What's new 2025-01-29

Timothy Trudgian, Andrew Yang and I have just uploaded to the arXiv the paper “New exponent pairs, zero density estimates, and zero additive energy estimates: a systematic approach“. This paper launches a project envisioned in this previous blog post, in which the (widely dispersed) literature on various exponents in classical analytic number theory, as well as the relationships between these exponents, are collected in a living database, together with computer code to optimize the relations between them, with one eventual goal being to automate as much as possible the “routine” components of many analytic number theory papers, in which progress on one type of exponent is converted via standard arguments to progress on other exponents.

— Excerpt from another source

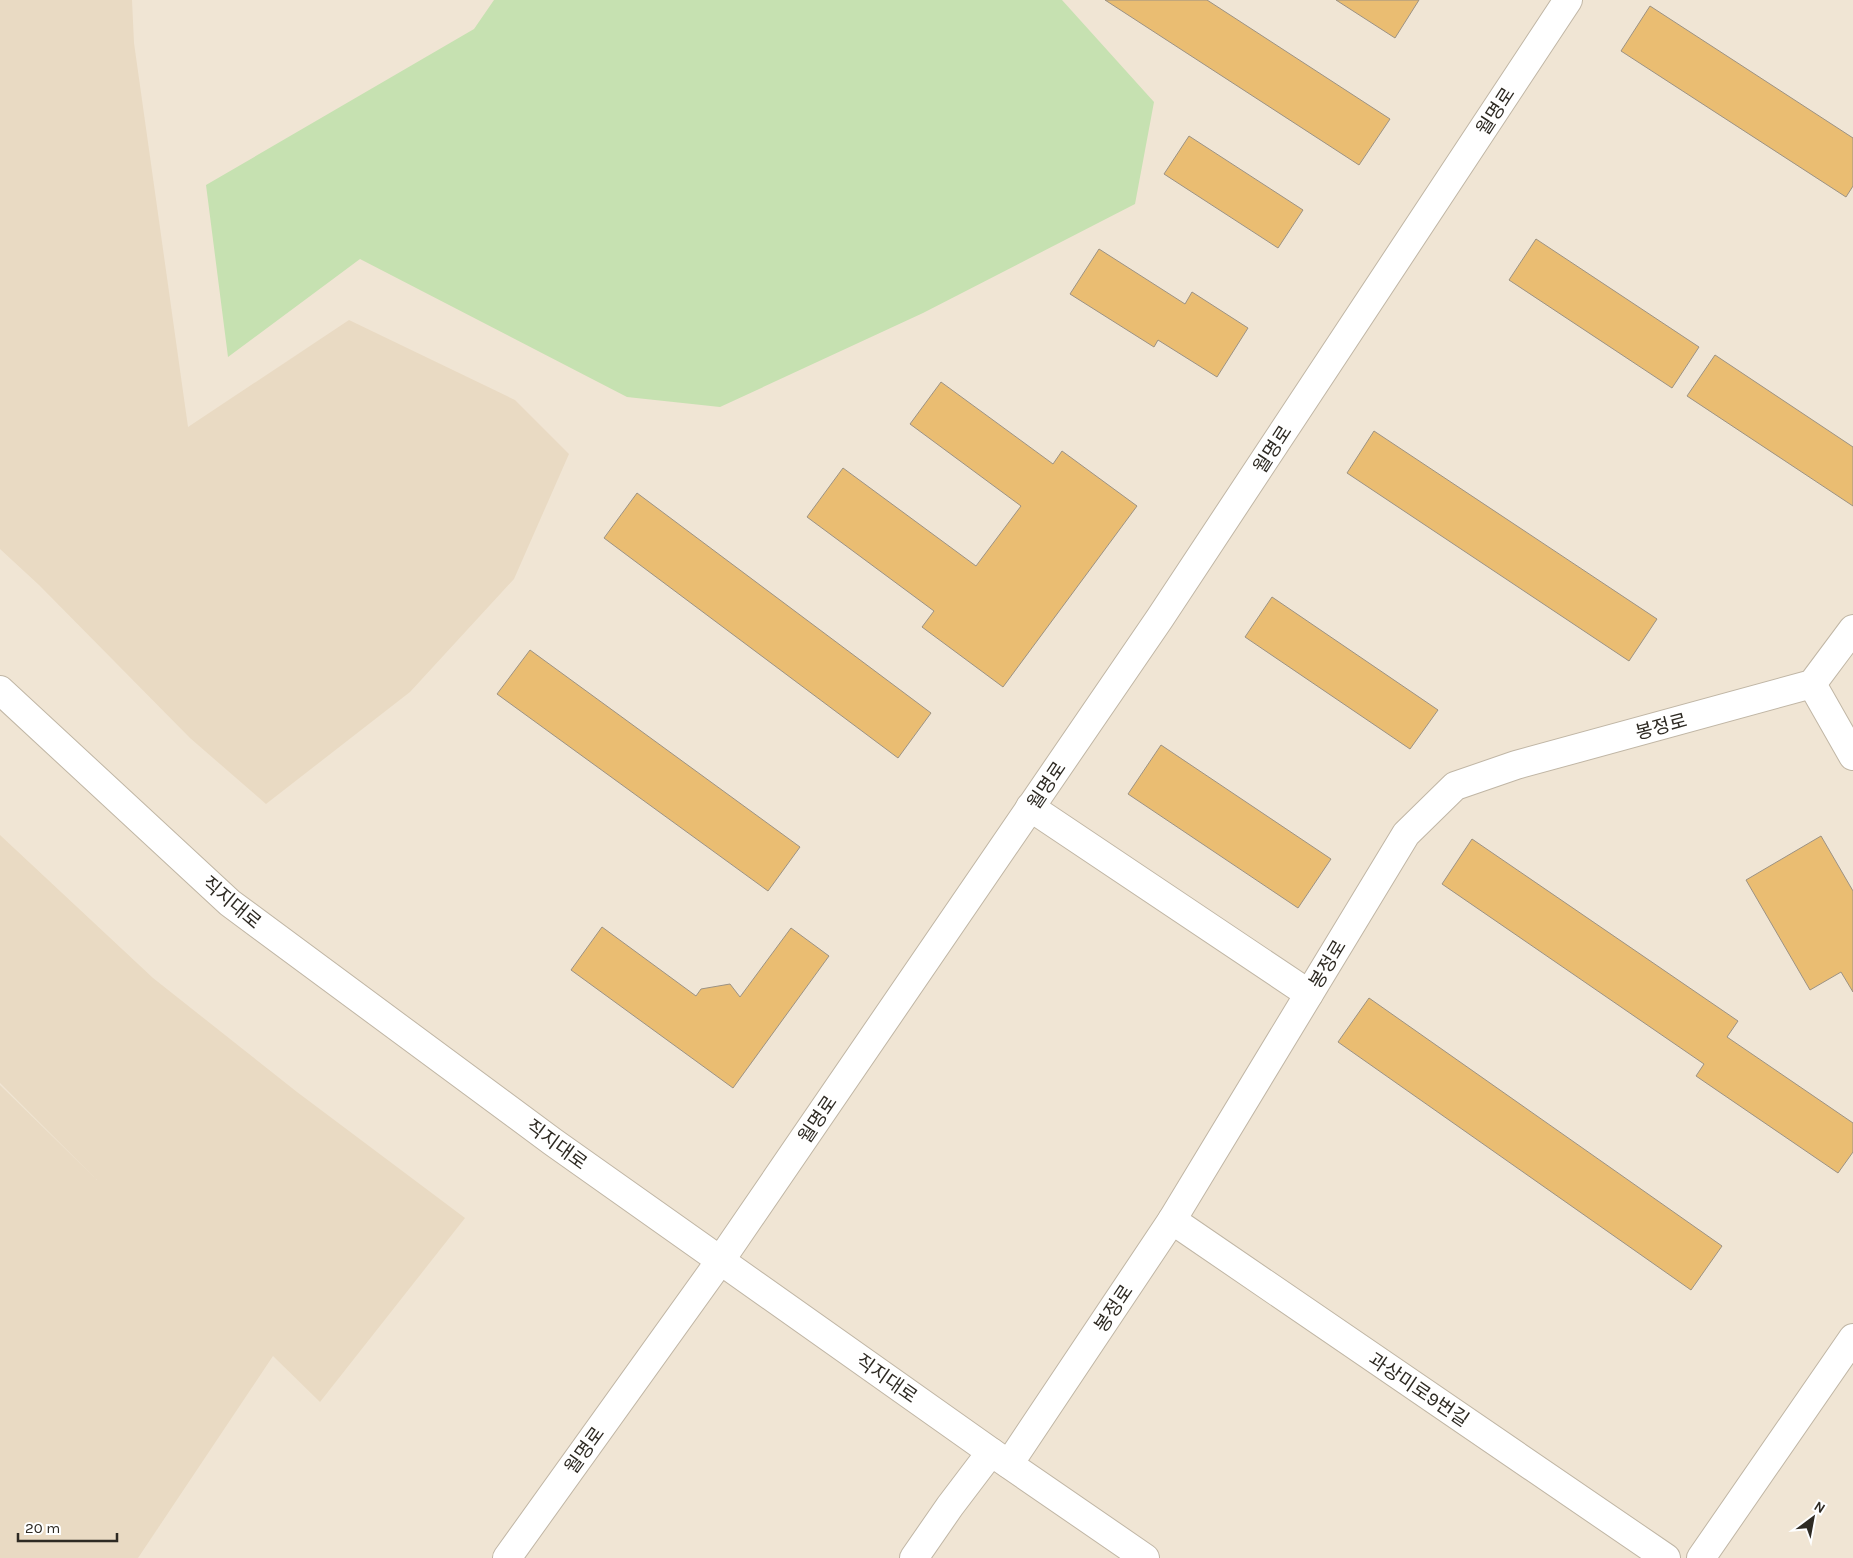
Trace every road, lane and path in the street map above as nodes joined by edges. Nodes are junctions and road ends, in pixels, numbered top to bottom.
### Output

The database we are launching concurrently with this paper is called the Analytic Number Theory Exponent Database (ANTEDB). This Github repository aims to collect the latest results and relations on exponents such as the following:

The growth exponent ${\mu(\sigma)}$ of the Riemann zeta function ${\zeta(\sigma+it)}$ at real part ${\sigma}$ (i.e., the best exponent for which ${\zeta(\sigma+it) \ll |t|^{\mu(\sigma)+o(1)}}$ as ${t \rightarrow \infty}$ );
Exponent pairs ${(k,\ell)}$ (used to bound exponential sums ${\sum_{n \in I} e(T F(n/N))}$ for various phase functions ${F}$ and parameters ${T,N}$ );
Zero density exponents ${A(\sigma)}$ (used to bound the number of zeros of ${\zeta}$ of real part larger than ${\sigma}$ );

etc.. These sorts of exponents are related to many topics in analytic number theory; for instance, the Lindelof hypothesis is equivalent to the assertion ${\mu(1/2)=0}$ .

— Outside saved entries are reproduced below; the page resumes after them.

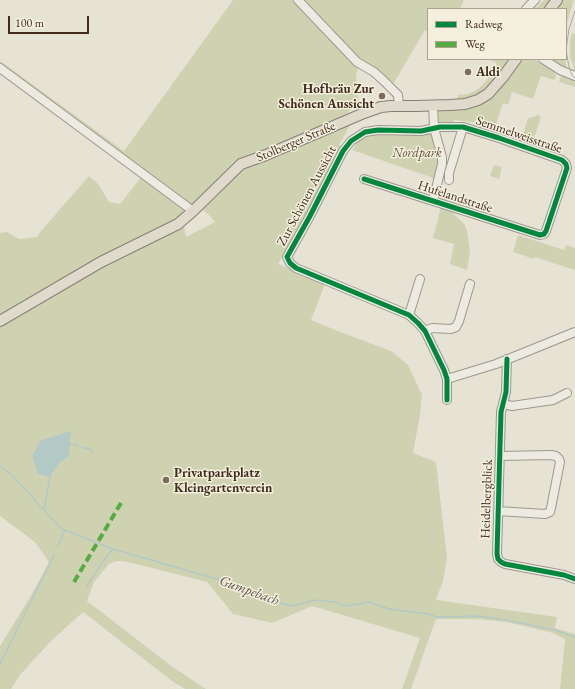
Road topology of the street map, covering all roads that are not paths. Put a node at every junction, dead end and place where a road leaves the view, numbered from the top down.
1 (298, 0) edge
2 (535, 0) edge
3 (557, 0) edge
4 (527, 8) edge
5 (551, 8) edge
6 (515, 60) edge
7 (545, 60) edge
8 (0, 68) edge
9 (575, 76) edge
10 (433, 105) junction
11 (399, 106) junction
12 (463, 127) junction
13 (434, 128) junction
14 (364, 179) dead end
15 (449, 180) dead end
16 (433, 201) junction
17 (193, 211) junction
18 (540, 235) joint
19 (420, 279) dead end
20 (470, 284) dead end
21 (409, 315) junction
22 (0, 320) edge
23 (424, 331) junction
24 (575, 332) edge
25 (507, 359) junction
26 (447, 378) junction
27 (567, 393) dead end
28 (447, 400) dead end
29 (503, 404) junction
30 (500, 456) junction
31 (498, 511) junction
32 (575, 579) edge

1 - 11 street
2 - 4 street
3 - 5 main road
6 - 10 main road, Stolberger Straße
7 - 9 street
8 - 17 street
10 - 11 main road, Stolberger Straße
10 - 13 street, Hufelandstraße
11 - 17 main road, Stolberger Straße
12 - 13 street, Semmelweisstraße
12 - 15 street, Hufelandstraße
12 - 18 street, Semmelweisstraße
13 - 16 street, Hufelandstraße
13 - 21 street, Zur Schönen Aussicht
14 - 16 street, Hufelandstraße
16 - 18 street, Hufelandstraße
17 - 22 main road, Stolberger Straße
19 - 21 street
20 - 23 street
21 - 23 street, Zur Schönen Aussicht
23 - 26 street, Zur Schönen Aussicht
24 - 25 street
25 - 26 street
25 - 29 street, Heidelbergblick
26 - 28 street
27 - 29 street
29 - 30 street, Heidelbergblick
30 - 31 street, Heidelbergblick
30 - 31 street, Heidelbergblick
31 - 32 street, Heidelbergblick

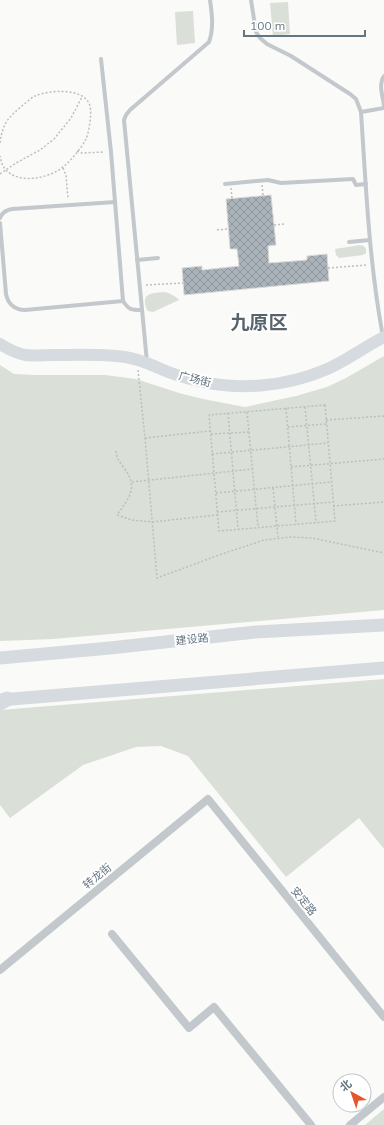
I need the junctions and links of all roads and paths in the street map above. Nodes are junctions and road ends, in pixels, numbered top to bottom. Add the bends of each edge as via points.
1 (210, 0) edge
2 (251, 0) edge
3 (101, 59) dead end
4 (384, 76) edge
5 (82, 97) junction
6 (384, 107) edge
7 (361, 112) junction
8 (0, 142) edge
9 (77, 152) junction
10 (112, 152) junction
11 (0, 156) edge
12 (63, 167) junction
13 (6, 170) junction
14 (0, 174) edge
15 (225, 184) dead end
16 (262, 184) dead end
17 (366, 184) junction
18 (231, 188) dead end
19 (263, 195) dead end
20 (232, 198) dead end
21 (115, 202) junction
22 (69, 205) junction
23 (0, 218) edge
24 (0, 223) edge
25 (284, 224) dead end
26 (274, 225) dead end
27 (228, 229) dead end
28 (217, 230) dead end
29 (370, 240) junction
30 (349, 242) dead end
31 (158, 258) dead end
32 (137, 260) junction
33 (373, 264) junction
34 (328, 268) dead end
35 (183, 283) dead end
36 (140, 286) junction
37 (123, 301) junction
38 (142, 310) junction
39 (384, 337) edge
40 (0, 344) edge
41 (143, 366) junction
42 (305, 407) junction
43 (286, 408) junction
44 (247, 412) junction
45 (228, 414) junction
46 (384, 416) edge
47 (326, 420) junction
48 (326, 424) junction
49 (307, 426) junction
50 (288, 427) junction
51 (210, 431) junction
52 (249, 432) junction
53 (230, 433) junction
54 (211, 434) junction
55 (145, 438) junction
56 (328, 444) junction
57 (308, 445) junction
58 (290, 447) junction
59 (251, 450) junction
60 (116, 451) dead end
61 (232, 452) junction
62 (212, 454) junction
63 (384, 459) edge
64 (330, 464) junction
65 (310, 465) junction
66 (291, 467) junction
67 (252, 469) junction
68 (233, 472) junction
69 (214, 474) junction
70 (149, 480) junction
71 (132, 482) junction
72 (331, 482) junction
73 (312, 484) junction
74 (293, 486) junction
75 (273, 488) junction
76 (254, 489) junction
77 (235, 491) junction
78 (216, 493) junction
79 (333, 502) junction
80 (384, 502) edge
81 (314, 503) junction
82 (295, 505) junction
83 (333, 506) junction
84 (275, 507) junction
85 (256, 508) junction
86 (237, 510) junction
87 (217, 512) junction
88 (218, 515) junction
89 (152, 522) junction
90 (316, 522) junction
91 (296, 524) junction
92 (277, 526) junction
93 (258, 527) junction
94 (238, 529) junction
95 (278, 538) junction
96 (384, 553) edge
97 (384, 624) edge
98 (0, 658) edge
99 (384, 668) edge
100 (2, 701) edge
101 (208, 800) joint
102 (112, 934) dead end
103 (0, 970) edge
104 (384, 1017) edge
105 (384, 1097) edge
106 (311, 1125) edge
107 (350, 1125) edge

1 - 32 lane via 212,32 209,42 125,117
2 - 7 lane via 256,32 260,38 350,94 356,99
3 - 10 lane
4 - 6 lane via 381,86
5 - 8 path via 65,91 34,97 7,120
5 - 9 path via 89,103 91,114 86,138
5 - 13 path via 54,139
6 - 7 lane
7 - 17 lane
9 - 10 path
9 - 12 path
10 - 21 lane
11 - 13 path
12 - 13 path via 54,173 32,178 18,177
12 - 22 path
13 - 14 path
15 - 17 lane via 353,178 356,185
16 - 19 path
17 - 29 lane
18 - 20 path
21 - 22 lane
21 - 37 lane
22 - 23 lane via 6,210
24 - 37 lane via 6,294 8,302 16,309
25 - 26 path
27 - 28 path
29 - 30 lane
29 - 33 lane
31 - 32 lane
32 - 36 lane
33 - 34 path
33 - 39 lane via 377,305
35 - 36 path
36 - 38 lane
37 - 38 lane via 129,309
38 - 41 lane
39 - 41 street, 广场街 via 325,370 287,382 261,386 212,384
40 - 41 street, 广场街 via 24,355 118,356 134,359
41 - 55 path
42 - 43 path
42 - 47 path via 325,405
42 - 49 path
43 - 44 path
43 - 50 path
44 - 45 path
44 - 52 path
45 - 51 path via 209,415
45 - 53 path
46 - 47 path
47 - 48 path
48 - 49 path
48 - 56 path
49 - 50 path
49 - 57 path
50 - 58 path
51 - 54 path
51 - 55 path
52 - 53 path
52 - 59 path
53 - 54 path
53 - 61 path
54 - 62 path
55 - 70 path
56 - 57 path
56 - 64 path
57 - 58 path
57 - 65 path
58 - 59 path
58 - 66 path
59 - 61 path
59 - 67 path
60 - 71 path via 117,458
61 - 62 path
61 - 68 path
62 - 69 path
63 - 64 path
64 - 65 path
64 - 72 path
65 - 66 path
65 - 73 path
66 - 74 path
67 - 68 path
67 - 76 path
68 - 69 path
68 - 77 path
69 - 70 path
69 - 78 path
70 - 71 path
70 - 89 path
71 - 89 path via 131,493 117,515
72 - 73 path
72 - 79 path
73 - 74 path
73 - 81 path
74 - 75 path
74 - 82 path
75 - 76 path
75 - 84 path
76 - 77 path
76 - 85 path
77 - 78 path
77 - 86 path
78 - 87 path
79 - 81 path
79 - 83 path
80 - 83 path
81 - 82 path
81 - 90 path
82 - 84 path
82 - 91 path
83 - 90 path via 335,521
84 - 85 path
84 - 92 path
85 - 86 path
85 - 93 path
86 - 87 path
86 - 94 path
87 - 88 path
88 - 89 path
88 - 94 path via 219,531
89 - 95 path via 157,578 264,540
90 - 91 path
91 - 92 path
92 - 93 path
92 - 95 path
93 - 94 path
95 - 96 path via 312,538
97 - 98 main road, 建设路 via 256,632
99 - 100 main road
101 - 103 street, 转龙街
101 - 104 street, 安定路
102 - 106 street via 189,1028 214,1007
105 - 107 street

Information on these exponents is collected both in a LaTeX “blueprint” that is available as a human-readable set of web pages, and as part of our Python codebase. In the future one could also imagine the data being collected in a Lean formalization, but at present the database only contains a placeholder Lean folder.

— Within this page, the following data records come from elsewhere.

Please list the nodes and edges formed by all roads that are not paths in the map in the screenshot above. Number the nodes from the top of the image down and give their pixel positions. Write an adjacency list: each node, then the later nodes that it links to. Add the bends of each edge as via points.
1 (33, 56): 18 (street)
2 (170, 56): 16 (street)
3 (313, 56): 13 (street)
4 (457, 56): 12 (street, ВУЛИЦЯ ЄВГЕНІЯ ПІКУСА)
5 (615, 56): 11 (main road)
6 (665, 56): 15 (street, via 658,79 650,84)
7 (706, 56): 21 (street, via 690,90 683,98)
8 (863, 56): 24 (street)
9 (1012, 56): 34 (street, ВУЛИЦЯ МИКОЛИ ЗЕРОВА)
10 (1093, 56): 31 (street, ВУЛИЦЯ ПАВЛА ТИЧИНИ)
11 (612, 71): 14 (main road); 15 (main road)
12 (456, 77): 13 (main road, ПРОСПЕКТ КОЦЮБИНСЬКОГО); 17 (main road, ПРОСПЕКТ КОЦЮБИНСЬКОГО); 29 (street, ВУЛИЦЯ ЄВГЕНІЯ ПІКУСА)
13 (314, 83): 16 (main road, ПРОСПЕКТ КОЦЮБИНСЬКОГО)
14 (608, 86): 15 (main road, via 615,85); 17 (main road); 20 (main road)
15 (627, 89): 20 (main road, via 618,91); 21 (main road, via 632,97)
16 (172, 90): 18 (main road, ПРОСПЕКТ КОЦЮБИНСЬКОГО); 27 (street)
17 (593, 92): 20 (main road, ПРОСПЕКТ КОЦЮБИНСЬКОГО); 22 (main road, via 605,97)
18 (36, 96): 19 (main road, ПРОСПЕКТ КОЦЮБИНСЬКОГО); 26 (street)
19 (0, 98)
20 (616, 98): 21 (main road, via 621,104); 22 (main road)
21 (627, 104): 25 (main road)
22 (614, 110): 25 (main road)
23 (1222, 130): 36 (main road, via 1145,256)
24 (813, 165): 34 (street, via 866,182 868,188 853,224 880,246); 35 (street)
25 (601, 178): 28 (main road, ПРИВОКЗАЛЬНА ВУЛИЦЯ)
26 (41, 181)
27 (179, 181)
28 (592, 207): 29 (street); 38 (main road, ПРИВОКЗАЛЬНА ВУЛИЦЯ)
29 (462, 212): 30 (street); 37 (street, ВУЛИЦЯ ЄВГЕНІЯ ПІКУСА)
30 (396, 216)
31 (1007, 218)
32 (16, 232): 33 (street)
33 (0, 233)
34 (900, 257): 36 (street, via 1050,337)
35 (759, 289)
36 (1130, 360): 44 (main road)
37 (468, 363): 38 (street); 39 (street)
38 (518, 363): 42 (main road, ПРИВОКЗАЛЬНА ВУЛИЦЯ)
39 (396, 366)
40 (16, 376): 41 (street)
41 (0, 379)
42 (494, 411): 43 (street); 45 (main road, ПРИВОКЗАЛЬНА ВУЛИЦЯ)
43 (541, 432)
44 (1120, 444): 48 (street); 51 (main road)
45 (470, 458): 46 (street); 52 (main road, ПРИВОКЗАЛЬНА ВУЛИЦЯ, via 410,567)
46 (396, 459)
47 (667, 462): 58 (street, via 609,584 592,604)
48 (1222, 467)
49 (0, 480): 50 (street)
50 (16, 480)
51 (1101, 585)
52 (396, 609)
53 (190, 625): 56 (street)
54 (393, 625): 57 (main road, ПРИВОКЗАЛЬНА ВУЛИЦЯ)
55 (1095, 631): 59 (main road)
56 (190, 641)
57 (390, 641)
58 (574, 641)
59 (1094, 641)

As a consequence of collecting all the known bounds in the literature on these sorts of exponents, as well as abstracting out various relations between these exponents that were implicit in many papers in this subject, we were then able to run computer-assisted searches to improve some of the state of the art on these exponents in a largely automated fashion (without introducing any substantial new inputs from analytic number theory). In particular, we obtained:

four new exponent pairs;
several new zero density estimates; and
new estimates on the additive energy of zeroes of the Riemann zeta function.

We are hoping that the ANTEDB will receive more contributions in the future, for instance expanding to other types of exponents, or to update the database as new results are obtained (or old ones added). In the longer term one could also imagine integrating the ANTEDB with other tools, such as Lean or AI systems, but for now we have focused primarily on collecting the data and optimizing the relations between the exponents.